- 10,99 €
New Vegetarian Kitchen proves once and for all that there’s more to vegetarian cuisine than old stand-bys such as lentils, pasta and bean burgers. If you’re looking for inspiration turn the pages and find delicious, creative and satisfying meat-free meals. From Steamed Crushed Pea & Ginger Wontons and Grilled Polenta wrapped in Red Pepper to Beetroot Carpaccio with Goat’s Cheese and Chocolate Truffle Torte with Amaretto Cream – here are mouth-watering recipes for you to prepare and fall in love with.
Organised into six chapters, New Vegetarian Kitchen presents different cooking techniques to transform familiar ingredients into sensational dishes. Whether you are steaming, simmering, frying, baking, grilling or preparing raw produce, these recipes will show you how to work with texture, flavour and colour – to serve up dishes that everyone will adore and devour.

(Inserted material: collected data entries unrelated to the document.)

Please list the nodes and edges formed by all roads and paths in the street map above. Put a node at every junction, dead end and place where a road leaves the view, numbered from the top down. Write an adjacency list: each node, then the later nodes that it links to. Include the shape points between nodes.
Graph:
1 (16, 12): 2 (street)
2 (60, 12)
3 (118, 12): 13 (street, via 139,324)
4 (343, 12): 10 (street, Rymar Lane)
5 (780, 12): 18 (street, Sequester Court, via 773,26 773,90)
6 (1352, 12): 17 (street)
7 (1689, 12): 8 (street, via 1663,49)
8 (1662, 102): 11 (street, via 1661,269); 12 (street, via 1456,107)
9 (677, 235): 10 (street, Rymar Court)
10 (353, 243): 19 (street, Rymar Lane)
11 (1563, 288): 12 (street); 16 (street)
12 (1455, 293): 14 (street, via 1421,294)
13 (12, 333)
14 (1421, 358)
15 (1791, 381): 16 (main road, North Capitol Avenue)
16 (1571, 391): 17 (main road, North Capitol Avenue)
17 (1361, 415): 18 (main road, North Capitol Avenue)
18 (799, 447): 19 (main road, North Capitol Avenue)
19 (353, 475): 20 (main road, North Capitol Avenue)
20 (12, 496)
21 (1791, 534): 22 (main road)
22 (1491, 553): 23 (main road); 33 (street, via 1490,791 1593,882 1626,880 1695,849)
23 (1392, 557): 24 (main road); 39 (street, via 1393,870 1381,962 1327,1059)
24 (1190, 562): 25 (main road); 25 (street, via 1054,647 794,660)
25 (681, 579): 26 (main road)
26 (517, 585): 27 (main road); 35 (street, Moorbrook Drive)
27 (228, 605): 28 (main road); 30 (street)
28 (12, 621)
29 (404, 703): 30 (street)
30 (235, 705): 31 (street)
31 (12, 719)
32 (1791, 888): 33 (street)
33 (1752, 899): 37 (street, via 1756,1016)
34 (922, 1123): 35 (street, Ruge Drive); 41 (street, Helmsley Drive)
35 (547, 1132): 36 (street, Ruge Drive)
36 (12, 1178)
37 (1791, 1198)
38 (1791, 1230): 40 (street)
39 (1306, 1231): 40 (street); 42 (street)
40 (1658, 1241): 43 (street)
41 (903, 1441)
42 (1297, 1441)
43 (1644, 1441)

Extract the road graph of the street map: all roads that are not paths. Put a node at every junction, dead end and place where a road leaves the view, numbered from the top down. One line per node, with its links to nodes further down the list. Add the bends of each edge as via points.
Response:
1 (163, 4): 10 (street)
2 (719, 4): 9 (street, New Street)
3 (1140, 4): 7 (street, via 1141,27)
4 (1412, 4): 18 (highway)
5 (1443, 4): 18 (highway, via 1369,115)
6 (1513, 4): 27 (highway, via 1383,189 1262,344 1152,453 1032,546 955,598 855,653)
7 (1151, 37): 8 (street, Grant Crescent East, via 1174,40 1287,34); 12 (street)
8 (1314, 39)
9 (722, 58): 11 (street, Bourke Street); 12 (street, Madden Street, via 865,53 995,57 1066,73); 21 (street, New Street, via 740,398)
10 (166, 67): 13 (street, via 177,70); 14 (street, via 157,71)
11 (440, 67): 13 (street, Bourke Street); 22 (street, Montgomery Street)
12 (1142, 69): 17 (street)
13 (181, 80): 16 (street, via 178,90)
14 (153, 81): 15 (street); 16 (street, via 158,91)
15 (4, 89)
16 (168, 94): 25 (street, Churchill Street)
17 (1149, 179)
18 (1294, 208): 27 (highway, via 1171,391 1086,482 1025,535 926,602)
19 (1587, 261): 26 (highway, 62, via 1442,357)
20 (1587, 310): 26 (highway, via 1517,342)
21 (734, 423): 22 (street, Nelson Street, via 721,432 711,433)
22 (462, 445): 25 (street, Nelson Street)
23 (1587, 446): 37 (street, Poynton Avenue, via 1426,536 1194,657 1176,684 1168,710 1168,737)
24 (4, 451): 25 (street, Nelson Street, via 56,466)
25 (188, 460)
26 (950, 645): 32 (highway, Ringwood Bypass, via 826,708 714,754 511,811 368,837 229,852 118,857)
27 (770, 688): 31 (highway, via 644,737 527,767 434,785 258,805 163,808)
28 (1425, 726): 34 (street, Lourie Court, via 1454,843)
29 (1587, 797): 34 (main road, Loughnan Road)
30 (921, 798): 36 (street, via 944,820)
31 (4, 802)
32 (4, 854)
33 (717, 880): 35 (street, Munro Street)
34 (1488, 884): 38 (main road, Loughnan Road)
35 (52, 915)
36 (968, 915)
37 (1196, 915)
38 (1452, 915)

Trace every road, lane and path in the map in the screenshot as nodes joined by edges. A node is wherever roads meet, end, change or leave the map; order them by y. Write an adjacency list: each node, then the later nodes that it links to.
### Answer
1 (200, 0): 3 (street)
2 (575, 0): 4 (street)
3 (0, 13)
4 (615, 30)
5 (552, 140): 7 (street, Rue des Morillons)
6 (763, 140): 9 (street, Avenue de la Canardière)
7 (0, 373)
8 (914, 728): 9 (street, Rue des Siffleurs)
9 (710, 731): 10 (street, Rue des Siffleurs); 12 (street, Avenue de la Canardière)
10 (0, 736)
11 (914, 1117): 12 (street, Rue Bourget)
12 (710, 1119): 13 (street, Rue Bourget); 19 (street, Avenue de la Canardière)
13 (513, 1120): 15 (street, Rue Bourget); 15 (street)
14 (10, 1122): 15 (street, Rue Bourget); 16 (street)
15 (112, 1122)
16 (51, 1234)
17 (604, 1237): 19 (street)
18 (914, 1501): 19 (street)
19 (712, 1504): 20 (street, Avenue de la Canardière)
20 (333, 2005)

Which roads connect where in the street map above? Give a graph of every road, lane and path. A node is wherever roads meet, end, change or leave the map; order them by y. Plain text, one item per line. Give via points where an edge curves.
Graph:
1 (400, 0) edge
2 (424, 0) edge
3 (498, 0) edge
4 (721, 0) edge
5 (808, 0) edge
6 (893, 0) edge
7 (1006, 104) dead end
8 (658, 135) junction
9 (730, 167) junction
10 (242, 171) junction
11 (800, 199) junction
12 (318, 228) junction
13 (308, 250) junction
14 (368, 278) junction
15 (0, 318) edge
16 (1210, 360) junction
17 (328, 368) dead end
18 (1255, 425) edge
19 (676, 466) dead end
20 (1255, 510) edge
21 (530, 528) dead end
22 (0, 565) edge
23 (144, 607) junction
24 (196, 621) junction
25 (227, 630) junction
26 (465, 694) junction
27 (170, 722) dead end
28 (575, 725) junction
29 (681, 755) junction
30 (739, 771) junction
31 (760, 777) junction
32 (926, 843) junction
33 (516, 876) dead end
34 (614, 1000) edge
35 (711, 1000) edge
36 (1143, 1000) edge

With no shortage of vegetarian cookbooks in the market, authors can no longer rely on "meatless" as a book's main selling point. Graimes breaks down vegetarian cooking by preparation method raw, broil, fry, steam, simmer, and bake and within each of these chapters by light meals, main meals, side dishes, and desserts. Proteins such as tempeh, tofu, eggs, beans, nuts, and cheese are flavor-infused with herbs, spices, and ingredients from around the world, such as an Indian-style panzanella or a black bean and shitake risotto. While some full-page color photos give home cooks an idea of finished dishes, an absence of sidebars and lack of head notes on a number of recipes may leave some readers questioning ingredients and preparation. Still, the intriguing blending of flavors makes this a welcome addition on the vegetarian bookshelves.